Читать книгу Hume. Eine Einführung - Frank Brosow - Страница 4

[7]Einleitung: Was macht einen philosophischen Klassiker aus?

Оглавление

David Hume (1711–1776) gilt vielen Philosophiehistorikern weltweit als der bedeutendste Denker1 des englischen Sprachraums. Immanuel Kant (1724–1804) gibt an, erst Hume habe ihn aus seinem dogmatischen Schlummer geweckt. Arthur Schopenhauer (1788–1860) zufolge ist aus einer Seite der Hume’schen Werke mehr zu lernen als aus allen Schriften Hegels, Herbarts und Schleiermachers zusammen. Hegel (1770–1831) selbst schließt sich diesem Urteil zwar nicht an, sieht in Hume jedoch neben Jean-Jacques Rousseau (1712–1778) einen der beiden Ausgangspunkte der deutschen Philosophie.

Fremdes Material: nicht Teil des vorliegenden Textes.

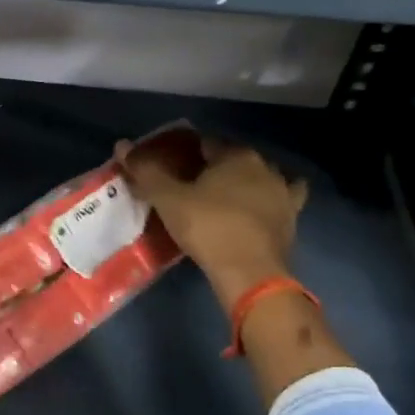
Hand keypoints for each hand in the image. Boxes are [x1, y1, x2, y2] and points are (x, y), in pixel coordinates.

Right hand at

Über Humes herausragende philosophiehistorische Bedeutung besteht also breite Einigkeit. Ungeachtet dessen ist sein Bekanntheitsgrad in der Bevölkerung nicht sonderlich hoch. So stellt sich die Frage, was es eigentlich bedeutet, jemandem den Status eines philosophischen Klassikers zuzuerkennen.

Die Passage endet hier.